Exercise goal: Copy out each line of the data that contains "roads".

Working data:

<<<<

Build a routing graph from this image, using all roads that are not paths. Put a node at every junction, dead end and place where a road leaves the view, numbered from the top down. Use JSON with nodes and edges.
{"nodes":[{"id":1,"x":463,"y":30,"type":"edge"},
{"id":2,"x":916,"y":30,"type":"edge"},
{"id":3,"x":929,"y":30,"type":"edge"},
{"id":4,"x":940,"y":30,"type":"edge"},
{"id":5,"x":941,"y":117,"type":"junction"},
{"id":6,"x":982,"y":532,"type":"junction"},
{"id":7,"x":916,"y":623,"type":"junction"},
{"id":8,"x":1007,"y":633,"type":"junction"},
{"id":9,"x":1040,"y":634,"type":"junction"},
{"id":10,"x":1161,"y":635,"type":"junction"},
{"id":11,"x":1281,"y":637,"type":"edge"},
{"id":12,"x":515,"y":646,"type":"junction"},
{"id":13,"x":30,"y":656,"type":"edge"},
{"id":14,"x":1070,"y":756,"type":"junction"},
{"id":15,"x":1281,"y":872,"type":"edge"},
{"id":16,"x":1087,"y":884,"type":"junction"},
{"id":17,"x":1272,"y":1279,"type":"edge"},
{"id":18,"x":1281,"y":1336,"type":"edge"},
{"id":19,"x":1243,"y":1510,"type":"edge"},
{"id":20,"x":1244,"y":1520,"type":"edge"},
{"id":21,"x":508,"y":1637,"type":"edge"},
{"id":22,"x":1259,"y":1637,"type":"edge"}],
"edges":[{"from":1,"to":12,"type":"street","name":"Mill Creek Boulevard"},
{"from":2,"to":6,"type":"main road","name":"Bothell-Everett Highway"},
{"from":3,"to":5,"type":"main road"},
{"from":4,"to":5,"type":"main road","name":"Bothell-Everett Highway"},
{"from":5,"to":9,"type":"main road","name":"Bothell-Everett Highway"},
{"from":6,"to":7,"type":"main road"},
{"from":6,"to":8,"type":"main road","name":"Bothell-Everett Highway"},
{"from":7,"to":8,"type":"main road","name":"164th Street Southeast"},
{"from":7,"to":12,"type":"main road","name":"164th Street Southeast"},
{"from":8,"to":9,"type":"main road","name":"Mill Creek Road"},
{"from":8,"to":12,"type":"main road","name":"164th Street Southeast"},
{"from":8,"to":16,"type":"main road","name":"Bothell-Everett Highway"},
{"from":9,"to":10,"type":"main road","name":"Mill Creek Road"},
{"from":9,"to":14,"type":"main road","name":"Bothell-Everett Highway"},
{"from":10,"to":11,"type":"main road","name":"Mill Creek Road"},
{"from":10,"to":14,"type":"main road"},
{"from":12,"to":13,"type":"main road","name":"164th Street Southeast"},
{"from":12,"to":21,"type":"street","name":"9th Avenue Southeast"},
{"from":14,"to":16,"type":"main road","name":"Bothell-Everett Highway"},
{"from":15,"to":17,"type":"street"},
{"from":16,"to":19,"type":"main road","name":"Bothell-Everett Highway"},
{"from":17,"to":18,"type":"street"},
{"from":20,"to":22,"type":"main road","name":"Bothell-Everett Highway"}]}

>>>>
<<<<

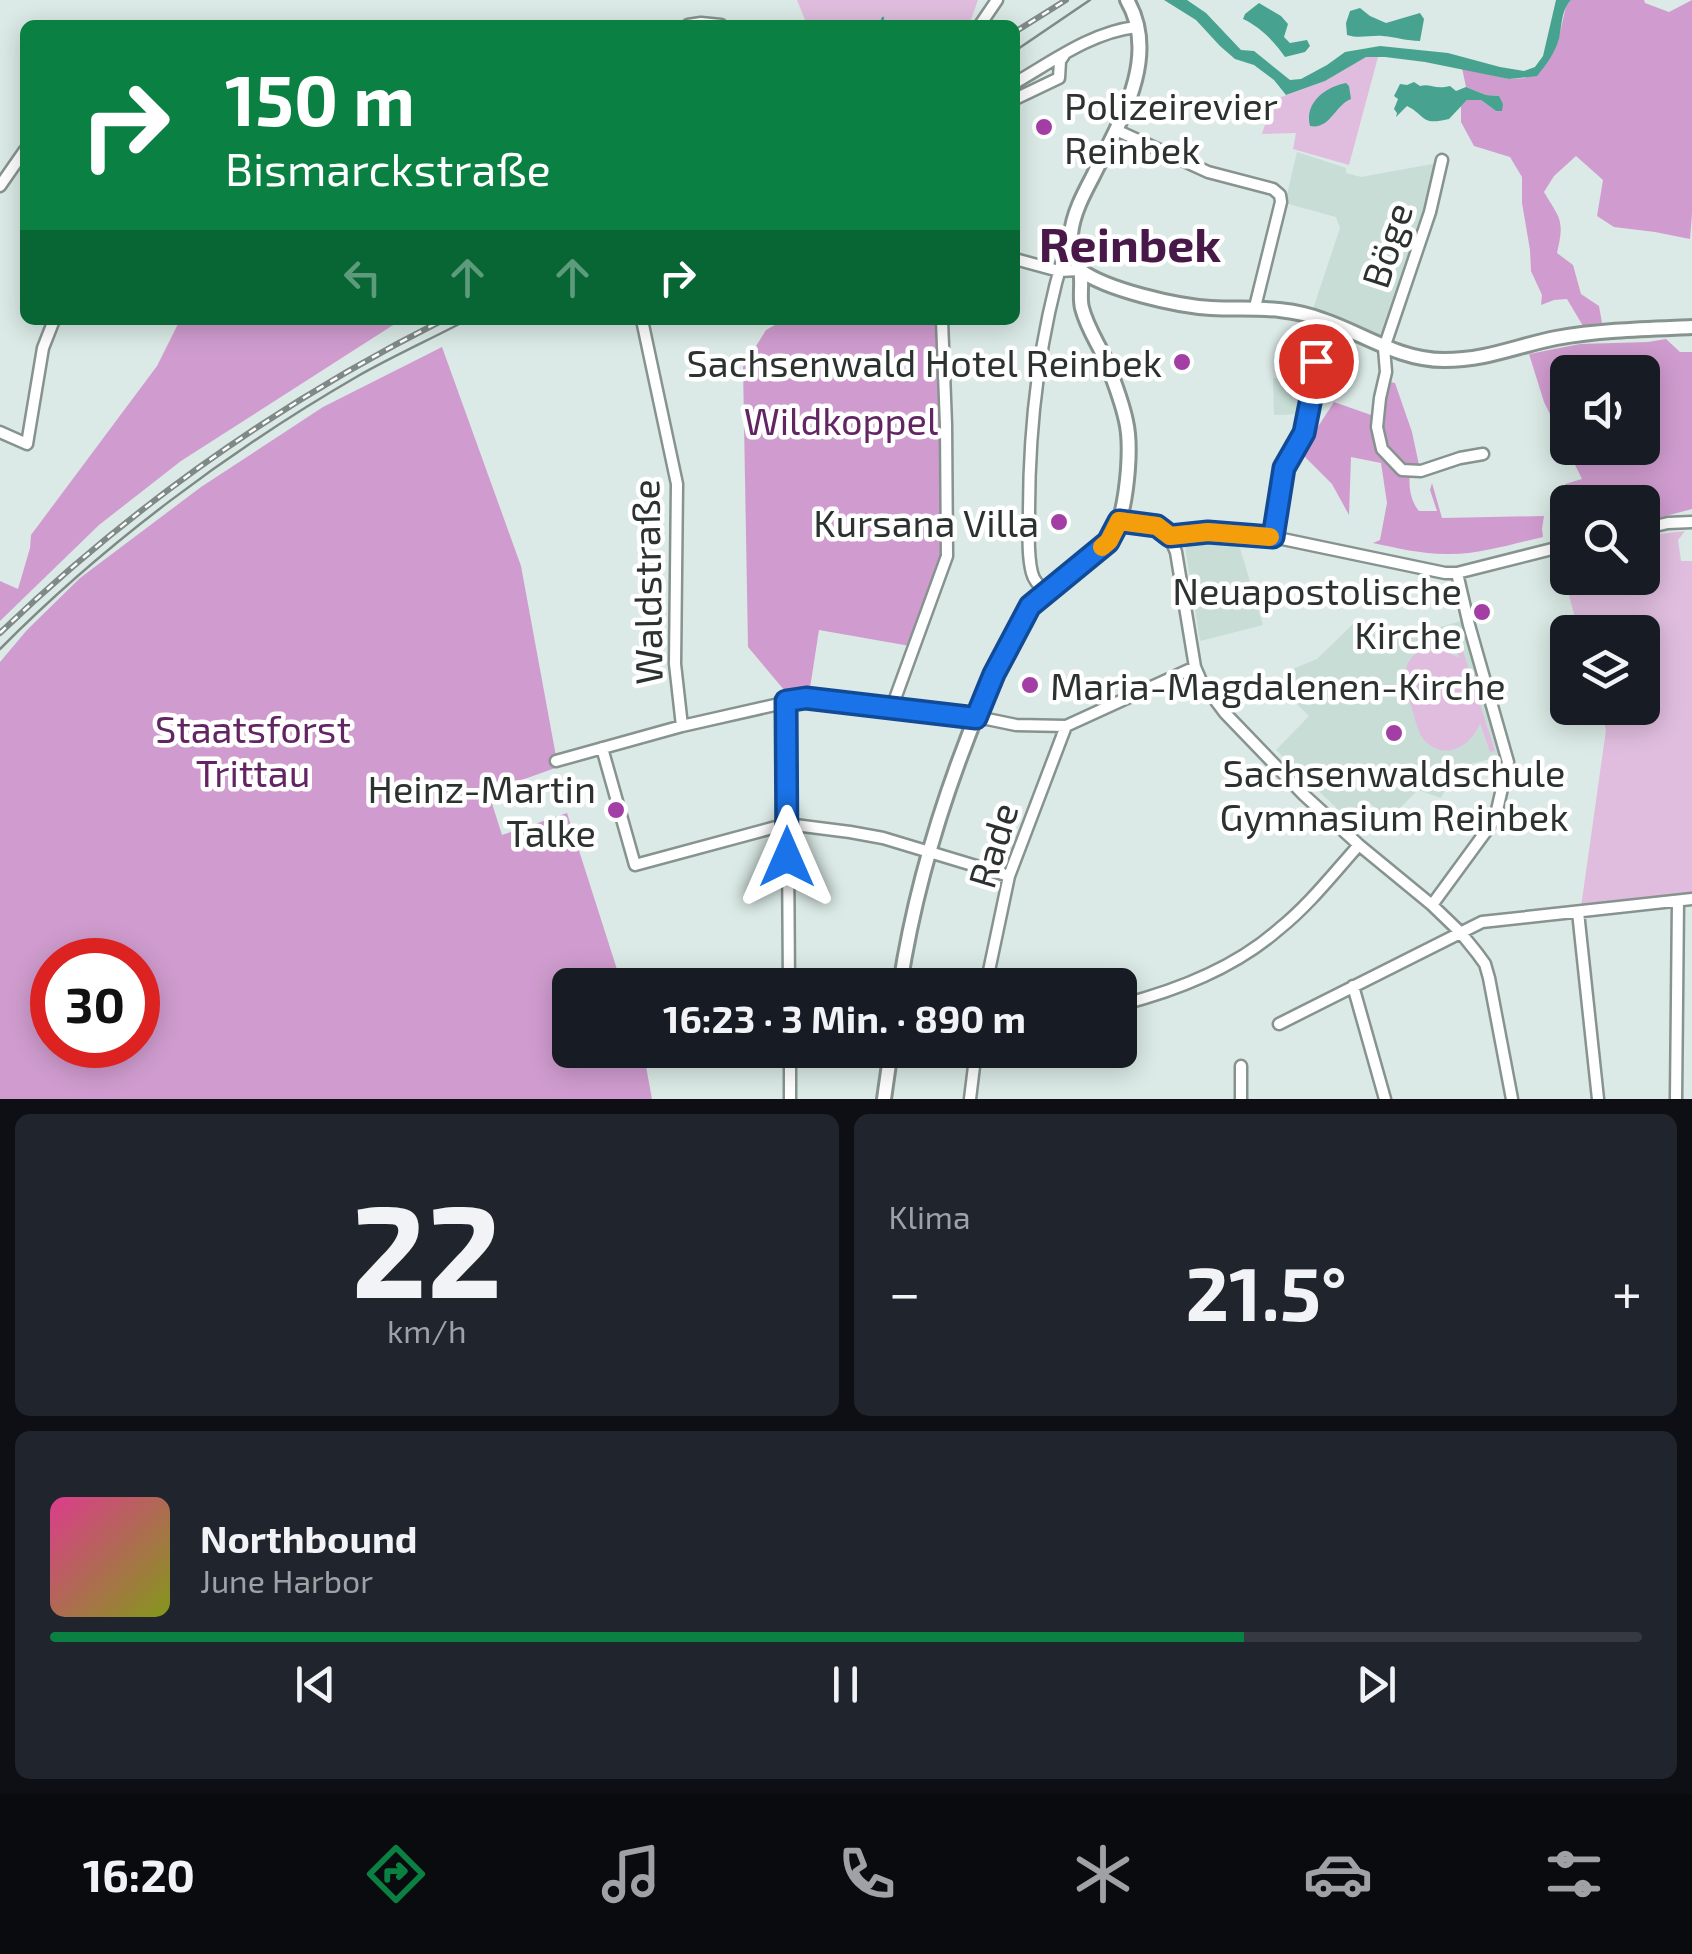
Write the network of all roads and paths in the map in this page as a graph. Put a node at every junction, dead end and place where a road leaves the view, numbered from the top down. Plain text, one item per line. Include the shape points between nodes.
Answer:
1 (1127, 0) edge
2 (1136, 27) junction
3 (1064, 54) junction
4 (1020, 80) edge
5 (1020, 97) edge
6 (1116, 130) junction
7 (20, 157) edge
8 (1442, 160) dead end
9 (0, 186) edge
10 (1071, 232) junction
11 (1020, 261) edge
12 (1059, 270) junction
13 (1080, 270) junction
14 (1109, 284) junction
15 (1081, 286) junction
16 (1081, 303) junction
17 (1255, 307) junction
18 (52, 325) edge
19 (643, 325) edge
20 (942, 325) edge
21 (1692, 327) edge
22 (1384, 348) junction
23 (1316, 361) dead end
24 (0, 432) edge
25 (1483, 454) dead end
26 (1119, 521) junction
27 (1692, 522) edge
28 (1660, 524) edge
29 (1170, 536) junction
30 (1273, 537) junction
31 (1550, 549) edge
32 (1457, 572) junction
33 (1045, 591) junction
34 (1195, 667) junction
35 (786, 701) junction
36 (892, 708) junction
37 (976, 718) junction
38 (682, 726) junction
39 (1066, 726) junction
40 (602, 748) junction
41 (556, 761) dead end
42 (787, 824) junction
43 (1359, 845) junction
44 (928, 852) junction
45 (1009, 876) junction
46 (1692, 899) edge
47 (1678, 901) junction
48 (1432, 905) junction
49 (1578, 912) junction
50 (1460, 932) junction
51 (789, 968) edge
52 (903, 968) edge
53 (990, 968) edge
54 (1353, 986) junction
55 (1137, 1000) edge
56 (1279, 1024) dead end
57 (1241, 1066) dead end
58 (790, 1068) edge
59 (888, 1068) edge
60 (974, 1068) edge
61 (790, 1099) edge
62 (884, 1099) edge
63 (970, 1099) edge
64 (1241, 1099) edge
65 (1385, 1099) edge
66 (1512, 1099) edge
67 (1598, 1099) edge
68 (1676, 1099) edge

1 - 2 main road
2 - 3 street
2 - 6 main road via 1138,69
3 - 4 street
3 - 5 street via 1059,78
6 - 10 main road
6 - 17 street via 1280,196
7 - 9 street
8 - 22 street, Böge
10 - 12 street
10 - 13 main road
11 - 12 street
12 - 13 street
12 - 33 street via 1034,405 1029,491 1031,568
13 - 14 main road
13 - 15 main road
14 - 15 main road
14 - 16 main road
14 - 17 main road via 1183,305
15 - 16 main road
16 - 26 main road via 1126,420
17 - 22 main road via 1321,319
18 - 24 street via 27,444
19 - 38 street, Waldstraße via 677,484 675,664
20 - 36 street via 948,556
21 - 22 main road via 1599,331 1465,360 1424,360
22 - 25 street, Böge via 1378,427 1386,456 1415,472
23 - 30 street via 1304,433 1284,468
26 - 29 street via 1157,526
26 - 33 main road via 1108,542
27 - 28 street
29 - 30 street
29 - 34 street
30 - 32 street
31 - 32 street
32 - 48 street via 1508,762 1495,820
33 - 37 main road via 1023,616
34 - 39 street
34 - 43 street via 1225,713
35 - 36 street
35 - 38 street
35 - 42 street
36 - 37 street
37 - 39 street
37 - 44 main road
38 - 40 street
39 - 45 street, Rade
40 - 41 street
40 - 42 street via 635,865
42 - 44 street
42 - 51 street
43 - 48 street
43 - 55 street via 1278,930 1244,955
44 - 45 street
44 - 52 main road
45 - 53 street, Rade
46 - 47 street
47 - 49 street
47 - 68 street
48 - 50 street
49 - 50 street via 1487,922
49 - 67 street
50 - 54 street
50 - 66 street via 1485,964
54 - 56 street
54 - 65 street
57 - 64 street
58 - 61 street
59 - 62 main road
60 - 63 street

>>>>

Finished exercise:
Build a routing graph from this image, using all roads that are not paths. Put a node at every junction, dead end and place where a road leaves the view, numbered from the top down. Use JSON with nodes and edges.
Write the network of all roads and paths in the map in this page as a graph. Put a node at every junction, dead end and place where a road leaves the view, numbered from the top down. Plain text, one item per line. Include the shape points between nodes.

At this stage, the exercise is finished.